たとえば立憲君主制とは何か、元首とは何かの定義づけがないのに、これは立憲君主として逸脱だとか、戦後の昭和天皇は元首ではないとか語られても、(素人ならまだしも)多少知識のある人にとっては違和感ばかり覚えてしまう。
ひとつ例をだすと、訪米直前に組閣があったとき、担当大臣である外務大臣には留任してもらいたいと首相に云ってもよいかと昭和天皇が入江侍従長に相談するくだりがある。入江は当然、云ってはなりませんと答える。著者は「君主の意識が抜けきれない」と批判的にみているが、これは、昭和天皇にとって戦後の最大のイベントであったろう訪米の調整をしている最中にもかかわらず、あいもかわらず政争の影響で大臣がころころ替ってしまうことへの皮肉、いらだちではなかったか。昭和天皇自身の相手国への配慮ではなかったか。すなわち、本書はこれまで公刊されてきた幾多の昭和天皇伝の枠内におさまる程度のものでしかない。
昭和天皇についての本を初めて読もうとする人には、分量の多さと値段の高さはあるとしても、内容の平易さからは格好の本かもしれない。だが、その格好さゆえに、著者の客観性のない(立証的でない)先入観に安易にのせられてしまうかもしれない。私であれば、本書は人には勧められない。
平易、と書いたが、記者出身にしてはあまり文章はうまくない。主語が誰で相手が誰なのかよくわからない文章、引用の仕方が多すぎる。病床にあっては十分に校正ができなかったのかもしれないが、論理的でない文というのは伝記にはふさわしくない。
と、マイナス面ばかりを述べるのもアンフェアなので、本書で面白かったところをいくつか挙げたい。

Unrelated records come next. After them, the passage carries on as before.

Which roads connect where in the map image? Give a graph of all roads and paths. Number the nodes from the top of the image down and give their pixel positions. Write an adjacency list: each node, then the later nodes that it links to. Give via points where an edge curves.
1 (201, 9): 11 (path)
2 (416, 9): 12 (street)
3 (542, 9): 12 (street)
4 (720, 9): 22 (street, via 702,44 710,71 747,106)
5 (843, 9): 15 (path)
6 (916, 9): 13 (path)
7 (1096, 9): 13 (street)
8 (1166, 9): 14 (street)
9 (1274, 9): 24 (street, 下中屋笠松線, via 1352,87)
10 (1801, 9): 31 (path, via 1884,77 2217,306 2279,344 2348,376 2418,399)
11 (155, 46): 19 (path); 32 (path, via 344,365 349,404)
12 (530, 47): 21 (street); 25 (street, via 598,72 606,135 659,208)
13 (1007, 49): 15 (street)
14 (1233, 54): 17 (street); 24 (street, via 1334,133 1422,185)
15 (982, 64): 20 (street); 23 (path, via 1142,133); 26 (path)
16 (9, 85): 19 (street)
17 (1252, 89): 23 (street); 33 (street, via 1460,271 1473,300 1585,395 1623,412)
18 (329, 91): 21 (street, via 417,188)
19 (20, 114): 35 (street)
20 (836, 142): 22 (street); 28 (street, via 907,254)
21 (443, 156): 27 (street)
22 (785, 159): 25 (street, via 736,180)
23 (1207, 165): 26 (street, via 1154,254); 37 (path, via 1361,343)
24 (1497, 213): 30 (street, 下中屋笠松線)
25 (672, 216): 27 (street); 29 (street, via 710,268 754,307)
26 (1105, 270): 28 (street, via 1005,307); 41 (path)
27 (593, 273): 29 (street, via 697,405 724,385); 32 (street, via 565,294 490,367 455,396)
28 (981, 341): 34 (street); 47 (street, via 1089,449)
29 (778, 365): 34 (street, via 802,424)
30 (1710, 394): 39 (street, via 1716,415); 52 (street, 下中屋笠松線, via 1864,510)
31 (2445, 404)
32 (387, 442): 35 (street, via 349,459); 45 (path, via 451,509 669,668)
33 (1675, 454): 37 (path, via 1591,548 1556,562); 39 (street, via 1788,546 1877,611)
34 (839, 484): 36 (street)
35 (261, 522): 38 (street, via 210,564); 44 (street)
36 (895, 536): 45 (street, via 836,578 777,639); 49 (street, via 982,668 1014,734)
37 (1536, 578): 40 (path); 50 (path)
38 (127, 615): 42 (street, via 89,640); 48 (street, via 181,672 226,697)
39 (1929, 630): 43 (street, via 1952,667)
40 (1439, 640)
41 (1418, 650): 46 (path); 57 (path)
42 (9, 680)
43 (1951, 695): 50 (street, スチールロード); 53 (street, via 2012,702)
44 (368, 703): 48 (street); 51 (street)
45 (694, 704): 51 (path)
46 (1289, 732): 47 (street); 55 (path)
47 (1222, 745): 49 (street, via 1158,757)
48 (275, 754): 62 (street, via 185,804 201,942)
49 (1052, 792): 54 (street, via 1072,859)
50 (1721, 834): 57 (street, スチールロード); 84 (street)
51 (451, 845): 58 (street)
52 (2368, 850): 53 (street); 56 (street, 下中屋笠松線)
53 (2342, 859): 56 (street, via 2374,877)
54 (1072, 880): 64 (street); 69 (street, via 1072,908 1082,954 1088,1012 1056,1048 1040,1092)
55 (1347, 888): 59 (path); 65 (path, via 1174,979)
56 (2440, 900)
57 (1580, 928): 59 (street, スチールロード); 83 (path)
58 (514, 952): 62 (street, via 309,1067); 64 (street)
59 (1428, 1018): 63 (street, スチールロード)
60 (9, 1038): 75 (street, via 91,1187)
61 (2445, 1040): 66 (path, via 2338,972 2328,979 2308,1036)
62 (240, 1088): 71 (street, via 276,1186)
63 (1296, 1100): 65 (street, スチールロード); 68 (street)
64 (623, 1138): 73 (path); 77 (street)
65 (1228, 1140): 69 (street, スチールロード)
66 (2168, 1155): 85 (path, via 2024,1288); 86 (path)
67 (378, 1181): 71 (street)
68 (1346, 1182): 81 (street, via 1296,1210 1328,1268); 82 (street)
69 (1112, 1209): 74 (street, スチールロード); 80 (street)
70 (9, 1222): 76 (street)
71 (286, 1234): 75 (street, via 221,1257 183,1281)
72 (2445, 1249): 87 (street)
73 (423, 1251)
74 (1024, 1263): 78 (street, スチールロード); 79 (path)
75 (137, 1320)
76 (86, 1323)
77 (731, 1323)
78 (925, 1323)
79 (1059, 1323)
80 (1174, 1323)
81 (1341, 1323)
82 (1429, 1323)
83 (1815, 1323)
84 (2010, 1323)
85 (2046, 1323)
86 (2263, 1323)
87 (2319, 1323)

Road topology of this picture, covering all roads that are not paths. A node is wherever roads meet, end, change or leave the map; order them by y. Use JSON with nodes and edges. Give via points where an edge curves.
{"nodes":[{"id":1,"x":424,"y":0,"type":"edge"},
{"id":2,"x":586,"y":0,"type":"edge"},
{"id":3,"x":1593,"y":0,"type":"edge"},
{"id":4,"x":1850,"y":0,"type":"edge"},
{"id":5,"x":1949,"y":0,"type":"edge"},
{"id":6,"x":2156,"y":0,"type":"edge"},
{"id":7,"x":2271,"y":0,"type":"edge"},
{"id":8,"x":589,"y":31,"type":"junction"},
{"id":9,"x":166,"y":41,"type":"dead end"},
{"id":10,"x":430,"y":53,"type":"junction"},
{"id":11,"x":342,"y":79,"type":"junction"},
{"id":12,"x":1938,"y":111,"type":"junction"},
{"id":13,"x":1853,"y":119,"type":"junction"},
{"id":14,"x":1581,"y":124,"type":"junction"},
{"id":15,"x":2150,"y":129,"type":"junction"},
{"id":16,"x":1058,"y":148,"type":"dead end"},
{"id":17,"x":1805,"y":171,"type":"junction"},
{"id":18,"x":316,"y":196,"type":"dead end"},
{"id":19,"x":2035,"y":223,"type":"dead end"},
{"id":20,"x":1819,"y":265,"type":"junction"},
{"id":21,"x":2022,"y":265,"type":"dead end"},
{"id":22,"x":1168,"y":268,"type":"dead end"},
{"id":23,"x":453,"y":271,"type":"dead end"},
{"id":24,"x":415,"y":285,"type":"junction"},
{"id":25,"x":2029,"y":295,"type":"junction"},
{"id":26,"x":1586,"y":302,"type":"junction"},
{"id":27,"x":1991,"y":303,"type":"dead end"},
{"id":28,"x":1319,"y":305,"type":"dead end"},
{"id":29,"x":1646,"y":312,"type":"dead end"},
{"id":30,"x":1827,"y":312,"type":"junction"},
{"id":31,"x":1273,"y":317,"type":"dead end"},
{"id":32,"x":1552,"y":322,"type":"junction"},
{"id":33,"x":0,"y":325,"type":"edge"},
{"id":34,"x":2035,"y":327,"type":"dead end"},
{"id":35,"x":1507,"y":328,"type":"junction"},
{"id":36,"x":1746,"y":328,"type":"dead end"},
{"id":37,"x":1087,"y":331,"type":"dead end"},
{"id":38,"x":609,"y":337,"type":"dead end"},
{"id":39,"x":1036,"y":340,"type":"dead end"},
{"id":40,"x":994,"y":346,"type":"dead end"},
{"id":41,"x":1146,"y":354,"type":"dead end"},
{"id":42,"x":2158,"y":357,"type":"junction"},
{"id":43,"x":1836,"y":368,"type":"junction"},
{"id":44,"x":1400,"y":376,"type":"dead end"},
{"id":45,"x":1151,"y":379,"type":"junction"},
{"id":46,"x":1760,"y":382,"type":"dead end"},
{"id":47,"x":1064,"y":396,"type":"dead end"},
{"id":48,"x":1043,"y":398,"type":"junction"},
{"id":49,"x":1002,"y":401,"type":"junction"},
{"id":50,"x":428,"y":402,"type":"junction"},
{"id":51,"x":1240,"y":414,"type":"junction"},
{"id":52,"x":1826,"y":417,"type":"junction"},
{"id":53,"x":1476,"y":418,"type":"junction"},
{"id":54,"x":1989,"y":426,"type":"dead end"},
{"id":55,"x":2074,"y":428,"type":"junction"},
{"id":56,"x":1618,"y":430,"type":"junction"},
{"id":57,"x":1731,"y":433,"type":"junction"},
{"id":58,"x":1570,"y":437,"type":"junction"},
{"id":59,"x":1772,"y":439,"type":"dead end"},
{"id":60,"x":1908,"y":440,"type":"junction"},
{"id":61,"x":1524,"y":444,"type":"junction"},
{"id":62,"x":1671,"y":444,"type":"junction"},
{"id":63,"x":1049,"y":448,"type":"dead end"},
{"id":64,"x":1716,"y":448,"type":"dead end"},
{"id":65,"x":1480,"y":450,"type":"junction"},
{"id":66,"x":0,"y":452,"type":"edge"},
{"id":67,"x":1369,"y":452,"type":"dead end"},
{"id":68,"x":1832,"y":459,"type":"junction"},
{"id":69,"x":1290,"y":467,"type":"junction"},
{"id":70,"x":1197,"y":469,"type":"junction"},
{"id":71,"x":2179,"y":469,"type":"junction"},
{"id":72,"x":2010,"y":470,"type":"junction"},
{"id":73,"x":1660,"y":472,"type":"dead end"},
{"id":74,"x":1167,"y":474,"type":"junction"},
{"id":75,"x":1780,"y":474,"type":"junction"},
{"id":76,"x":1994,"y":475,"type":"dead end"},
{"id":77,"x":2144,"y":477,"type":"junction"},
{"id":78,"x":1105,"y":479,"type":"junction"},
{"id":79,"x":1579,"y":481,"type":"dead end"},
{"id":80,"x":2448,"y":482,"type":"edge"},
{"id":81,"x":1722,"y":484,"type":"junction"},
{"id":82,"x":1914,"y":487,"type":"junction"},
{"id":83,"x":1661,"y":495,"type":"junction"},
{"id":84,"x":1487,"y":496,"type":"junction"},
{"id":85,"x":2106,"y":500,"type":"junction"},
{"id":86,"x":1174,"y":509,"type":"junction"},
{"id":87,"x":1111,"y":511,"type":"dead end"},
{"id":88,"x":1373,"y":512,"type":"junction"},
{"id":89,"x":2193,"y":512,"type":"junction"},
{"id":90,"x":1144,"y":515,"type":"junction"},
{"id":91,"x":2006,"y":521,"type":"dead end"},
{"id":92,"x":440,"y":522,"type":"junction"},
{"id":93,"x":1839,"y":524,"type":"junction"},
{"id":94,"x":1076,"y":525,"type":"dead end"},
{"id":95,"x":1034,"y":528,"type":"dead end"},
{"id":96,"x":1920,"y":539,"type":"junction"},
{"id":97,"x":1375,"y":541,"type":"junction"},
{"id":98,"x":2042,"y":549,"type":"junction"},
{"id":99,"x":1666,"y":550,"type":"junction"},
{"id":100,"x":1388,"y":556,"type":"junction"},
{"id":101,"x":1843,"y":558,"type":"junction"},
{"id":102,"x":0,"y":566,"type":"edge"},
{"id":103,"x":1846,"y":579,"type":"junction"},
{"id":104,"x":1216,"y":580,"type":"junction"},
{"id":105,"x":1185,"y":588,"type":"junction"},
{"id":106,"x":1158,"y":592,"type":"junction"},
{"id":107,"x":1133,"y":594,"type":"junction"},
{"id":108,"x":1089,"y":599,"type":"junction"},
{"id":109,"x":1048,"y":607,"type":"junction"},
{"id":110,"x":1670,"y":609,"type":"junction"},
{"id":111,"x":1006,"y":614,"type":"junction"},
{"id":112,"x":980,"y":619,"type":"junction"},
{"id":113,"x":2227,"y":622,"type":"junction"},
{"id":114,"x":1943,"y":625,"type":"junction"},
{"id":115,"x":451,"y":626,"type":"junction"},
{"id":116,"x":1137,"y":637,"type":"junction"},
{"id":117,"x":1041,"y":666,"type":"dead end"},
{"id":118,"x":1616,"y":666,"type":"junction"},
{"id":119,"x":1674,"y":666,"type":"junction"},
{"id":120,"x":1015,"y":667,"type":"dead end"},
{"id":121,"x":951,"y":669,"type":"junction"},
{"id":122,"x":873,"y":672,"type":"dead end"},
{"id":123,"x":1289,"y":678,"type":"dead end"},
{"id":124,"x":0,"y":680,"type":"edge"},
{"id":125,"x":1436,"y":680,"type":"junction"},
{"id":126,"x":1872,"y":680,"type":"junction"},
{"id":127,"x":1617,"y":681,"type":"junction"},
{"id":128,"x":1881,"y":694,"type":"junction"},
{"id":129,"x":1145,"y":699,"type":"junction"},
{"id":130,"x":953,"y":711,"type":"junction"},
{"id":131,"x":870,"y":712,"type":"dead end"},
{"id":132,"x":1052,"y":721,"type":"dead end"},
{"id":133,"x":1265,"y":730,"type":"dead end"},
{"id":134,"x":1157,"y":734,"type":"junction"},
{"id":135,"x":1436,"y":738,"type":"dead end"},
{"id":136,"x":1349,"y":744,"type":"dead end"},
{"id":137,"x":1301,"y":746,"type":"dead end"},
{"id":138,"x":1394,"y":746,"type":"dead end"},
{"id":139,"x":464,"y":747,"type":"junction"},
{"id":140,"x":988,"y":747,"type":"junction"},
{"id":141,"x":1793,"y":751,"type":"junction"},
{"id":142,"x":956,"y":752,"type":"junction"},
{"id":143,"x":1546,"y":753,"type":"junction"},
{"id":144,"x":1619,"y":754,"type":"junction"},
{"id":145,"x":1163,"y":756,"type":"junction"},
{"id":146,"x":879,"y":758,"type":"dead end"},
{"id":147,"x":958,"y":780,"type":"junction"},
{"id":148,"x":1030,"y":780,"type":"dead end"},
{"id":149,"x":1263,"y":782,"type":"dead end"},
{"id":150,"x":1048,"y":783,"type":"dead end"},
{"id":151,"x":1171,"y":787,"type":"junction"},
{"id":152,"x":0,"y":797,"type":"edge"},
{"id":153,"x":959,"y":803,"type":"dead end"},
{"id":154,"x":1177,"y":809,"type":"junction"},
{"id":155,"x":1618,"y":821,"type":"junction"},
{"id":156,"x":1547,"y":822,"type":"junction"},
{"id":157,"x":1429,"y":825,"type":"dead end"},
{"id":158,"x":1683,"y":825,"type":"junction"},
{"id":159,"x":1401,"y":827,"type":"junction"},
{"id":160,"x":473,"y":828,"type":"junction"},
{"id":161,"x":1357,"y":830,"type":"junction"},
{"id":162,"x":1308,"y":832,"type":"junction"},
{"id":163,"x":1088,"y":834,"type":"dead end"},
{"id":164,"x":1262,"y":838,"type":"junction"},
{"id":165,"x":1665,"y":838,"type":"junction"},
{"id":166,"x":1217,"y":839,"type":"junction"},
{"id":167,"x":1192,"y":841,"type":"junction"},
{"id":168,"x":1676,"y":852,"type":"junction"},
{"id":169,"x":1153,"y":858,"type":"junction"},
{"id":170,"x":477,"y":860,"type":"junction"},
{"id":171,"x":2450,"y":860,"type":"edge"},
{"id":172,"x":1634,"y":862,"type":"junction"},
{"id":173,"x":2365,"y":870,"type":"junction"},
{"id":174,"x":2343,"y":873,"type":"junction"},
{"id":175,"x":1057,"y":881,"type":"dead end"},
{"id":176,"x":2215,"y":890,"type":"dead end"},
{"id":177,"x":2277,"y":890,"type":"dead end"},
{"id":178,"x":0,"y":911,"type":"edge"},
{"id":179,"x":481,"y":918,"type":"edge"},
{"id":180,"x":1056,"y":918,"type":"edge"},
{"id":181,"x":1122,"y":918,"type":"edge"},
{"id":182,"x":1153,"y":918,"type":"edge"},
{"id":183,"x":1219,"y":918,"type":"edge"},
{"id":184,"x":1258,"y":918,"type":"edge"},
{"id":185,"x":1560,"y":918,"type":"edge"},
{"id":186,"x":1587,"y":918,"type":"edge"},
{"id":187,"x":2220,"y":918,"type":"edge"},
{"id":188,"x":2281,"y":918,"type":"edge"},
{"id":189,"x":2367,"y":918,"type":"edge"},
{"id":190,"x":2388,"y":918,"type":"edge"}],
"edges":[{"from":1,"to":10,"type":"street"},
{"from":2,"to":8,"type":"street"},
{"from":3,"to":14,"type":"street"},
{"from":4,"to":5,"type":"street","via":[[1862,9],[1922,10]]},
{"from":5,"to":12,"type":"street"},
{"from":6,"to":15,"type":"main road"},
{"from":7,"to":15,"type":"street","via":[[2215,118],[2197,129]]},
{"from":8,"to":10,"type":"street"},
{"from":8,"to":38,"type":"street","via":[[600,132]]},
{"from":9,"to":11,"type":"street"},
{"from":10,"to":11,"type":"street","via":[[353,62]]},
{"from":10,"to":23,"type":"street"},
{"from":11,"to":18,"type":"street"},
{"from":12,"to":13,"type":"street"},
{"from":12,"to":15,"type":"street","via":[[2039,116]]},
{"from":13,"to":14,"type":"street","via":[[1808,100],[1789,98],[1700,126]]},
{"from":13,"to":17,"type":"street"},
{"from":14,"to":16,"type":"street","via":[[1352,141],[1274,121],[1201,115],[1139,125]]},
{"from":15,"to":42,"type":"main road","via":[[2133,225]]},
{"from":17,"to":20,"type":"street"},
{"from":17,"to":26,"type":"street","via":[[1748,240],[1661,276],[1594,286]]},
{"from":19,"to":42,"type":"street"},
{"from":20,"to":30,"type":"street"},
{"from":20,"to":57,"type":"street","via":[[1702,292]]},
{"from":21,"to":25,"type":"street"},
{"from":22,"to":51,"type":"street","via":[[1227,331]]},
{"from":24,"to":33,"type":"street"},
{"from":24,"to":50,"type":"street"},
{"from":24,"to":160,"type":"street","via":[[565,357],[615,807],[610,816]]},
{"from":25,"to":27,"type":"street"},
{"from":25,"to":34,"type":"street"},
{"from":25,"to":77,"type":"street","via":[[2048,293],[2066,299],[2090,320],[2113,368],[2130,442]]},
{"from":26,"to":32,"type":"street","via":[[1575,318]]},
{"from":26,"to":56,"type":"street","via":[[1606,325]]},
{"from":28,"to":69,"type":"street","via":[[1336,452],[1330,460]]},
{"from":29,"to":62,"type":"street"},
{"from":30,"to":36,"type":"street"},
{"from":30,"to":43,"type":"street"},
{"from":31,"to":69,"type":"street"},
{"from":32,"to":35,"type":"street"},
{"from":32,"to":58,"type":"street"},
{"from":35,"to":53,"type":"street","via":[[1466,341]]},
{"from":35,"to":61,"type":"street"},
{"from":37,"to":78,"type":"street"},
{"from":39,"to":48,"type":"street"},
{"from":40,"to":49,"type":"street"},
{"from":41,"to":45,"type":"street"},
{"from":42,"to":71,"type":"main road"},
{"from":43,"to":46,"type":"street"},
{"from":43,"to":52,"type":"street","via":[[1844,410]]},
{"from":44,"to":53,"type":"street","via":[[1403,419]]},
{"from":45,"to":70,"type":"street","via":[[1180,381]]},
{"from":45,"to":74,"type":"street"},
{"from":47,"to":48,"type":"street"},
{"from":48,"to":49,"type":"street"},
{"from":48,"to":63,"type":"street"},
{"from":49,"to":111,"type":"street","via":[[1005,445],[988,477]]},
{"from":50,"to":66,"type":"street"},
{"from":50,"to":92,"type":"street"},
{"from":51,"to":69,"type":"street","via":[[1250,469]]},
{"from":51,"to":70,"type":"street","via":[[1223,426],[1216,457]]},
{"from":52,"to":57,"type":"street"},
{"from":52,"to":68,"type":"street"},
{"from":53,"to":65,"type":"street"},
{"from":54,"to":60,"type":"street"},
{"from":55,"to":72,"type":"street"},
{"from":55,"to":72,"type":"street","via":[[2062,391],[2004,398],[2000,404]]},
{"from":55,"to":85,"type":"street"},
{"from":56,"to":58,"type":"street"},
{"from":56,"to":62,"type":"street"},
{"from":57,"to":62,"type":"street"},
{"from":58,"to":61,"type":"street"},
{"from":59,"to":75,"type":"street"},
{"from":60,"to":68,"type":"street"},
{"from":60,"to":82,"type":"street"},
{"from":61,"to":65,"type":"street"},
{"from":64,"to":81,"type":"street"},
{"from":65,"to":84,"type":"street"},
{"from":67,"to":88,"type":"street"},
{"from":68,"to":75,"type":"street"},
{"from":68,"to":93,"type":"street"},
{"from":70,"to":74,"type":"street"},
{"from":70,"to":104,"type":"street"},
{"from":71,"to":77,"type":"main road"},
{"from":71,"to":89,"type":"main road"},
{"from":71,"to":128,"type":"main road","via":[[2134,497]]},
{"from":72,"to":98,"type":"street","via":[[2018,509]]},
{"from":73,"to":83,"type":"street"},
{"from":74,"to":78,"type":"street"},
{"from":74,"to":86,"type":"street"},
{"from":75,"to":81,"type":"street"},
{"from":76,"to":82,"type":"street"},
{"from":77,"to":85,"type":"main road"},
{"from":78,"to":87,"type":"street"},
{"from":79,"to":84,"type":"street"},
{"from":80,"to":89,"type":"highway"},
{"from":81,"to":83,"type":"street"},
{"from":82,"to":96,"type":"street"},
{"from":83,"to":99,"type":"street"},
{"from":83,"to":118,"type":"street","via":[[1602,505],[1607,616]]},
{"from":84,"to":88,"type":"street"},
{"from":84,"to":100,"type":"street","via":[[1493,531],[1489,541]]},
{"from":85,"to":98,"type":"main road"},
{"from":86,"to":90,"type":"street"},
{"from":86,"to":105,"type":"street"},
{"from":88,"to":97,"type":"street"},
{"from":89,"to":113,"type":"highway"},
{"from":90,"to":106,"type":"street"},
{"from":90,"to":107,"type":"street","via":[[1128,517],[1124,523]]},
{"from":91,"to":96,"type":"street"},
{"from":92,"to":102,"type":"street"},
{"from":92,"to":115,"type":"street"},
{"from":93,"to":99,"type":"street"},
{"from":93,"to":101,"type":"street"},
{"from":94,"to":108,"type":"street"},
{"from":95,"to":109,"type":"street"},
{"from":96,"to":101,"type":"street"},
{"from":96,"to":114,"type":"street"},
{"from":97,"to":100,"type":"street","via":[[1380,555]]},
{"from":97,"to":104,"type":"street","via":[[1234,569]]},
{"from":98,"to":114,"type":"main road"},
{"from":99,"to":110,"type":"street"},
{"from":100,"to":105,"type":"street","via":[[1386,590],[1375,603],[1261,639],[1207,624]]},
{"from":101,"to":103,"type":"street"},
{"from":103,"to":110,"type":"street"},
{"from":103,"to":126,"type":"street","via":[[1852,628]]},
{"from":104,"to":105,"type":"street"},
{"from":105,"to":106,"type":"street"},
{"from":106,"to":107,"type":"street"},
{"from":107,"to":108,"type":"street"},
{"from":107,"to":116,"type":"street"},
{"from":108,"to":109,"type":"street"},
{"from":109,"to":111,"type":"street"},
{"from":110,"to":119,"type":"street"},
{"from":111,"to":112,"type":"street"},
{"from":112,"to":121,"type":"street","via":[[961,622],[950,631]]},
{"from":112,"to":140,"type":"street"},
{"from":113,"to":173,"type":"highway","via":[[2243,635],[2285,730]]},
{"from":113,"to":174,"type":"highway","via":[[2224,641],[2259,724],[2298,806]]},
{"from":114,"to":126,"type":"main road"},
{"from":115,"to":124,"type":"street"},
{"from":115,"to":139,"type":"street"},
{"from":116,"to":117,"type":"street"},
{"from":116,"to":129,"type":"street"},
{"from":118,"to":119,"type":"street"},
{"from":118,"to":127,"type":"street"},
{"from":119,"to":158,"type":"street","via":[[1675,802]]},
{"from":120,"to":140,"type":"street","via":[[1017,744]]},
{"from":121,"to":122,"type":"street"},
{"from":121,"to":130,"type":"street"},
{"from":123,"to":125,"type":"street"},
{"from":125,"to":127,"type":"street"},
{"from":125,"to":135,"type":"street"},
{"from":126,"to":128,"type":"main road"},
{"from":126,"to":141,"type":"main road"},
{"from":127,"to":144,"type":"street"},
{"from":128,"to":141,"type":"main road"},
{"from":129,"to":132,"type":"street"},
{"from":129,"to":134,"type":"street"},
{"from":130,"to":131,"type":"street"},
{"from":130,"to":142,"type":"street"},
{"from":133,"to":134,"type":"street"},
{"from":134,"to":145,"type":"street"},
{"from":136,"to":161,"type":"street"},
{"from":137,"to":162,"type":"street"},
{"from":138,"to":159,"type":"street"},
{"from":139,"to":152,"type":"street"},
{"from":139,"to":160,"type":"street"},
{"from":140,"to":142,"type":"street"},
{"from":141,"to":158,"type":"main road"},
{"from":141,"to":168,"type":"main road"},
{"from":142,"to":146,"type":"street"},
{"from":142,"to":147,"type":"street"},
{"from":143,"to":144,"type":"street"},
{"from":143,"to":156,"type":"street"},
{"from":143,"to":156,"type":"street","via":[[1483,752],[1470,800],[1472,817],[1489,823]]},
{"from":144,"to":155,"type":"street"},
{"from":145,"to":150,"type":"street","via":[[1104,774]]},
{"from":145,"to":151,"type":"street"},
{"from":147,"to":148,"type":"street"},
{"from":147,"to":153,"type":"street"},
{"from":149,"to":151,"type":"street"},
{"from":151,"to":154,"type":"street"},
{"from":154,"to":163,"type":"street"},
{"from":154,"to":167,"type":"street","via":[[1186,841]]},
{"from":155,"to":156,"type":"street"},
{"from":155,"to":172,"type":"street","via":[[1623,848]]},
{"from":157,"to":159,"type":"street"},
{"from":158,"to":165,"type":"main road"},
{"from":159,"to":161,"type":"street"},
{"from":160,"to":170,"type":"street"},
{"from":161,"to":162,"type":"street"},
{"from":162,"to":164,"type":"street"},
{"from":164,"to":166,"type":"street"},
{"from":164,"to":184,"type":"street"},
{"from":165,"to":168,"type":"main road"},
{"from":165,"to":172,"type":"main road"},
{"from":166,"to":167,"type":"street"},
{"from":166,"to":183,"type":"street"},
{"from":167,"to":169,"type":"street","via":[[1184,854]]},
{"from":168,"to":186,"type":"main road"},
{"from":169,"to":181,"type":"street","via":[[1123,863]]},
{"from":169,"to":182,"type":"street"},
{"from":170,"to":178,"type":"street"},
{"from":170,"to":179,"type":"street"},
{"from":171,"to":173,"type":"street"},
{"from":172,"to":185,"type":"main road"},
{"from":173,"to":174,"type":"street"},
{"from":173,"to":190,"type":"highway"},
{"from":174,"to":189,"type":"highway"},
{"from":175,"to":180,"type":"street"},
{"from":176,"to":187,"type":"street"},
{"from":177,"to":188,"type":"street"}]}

まず、以前のエントリーにも書いたが、昭和天皇が皇太子時代、欧州を歴訪したときのエピソードで、当時のイギリス王室で刺青がはやっていたということ。国王のジョージ五世をはじめ4人が来日時に刺青をしており、ロシア皇帝ニコライ二世もまた、そうだったという。当時の欧州での刺青人気については、小山謄『日本の刺青と英国王室』(藤原書店)が詳しいらしい。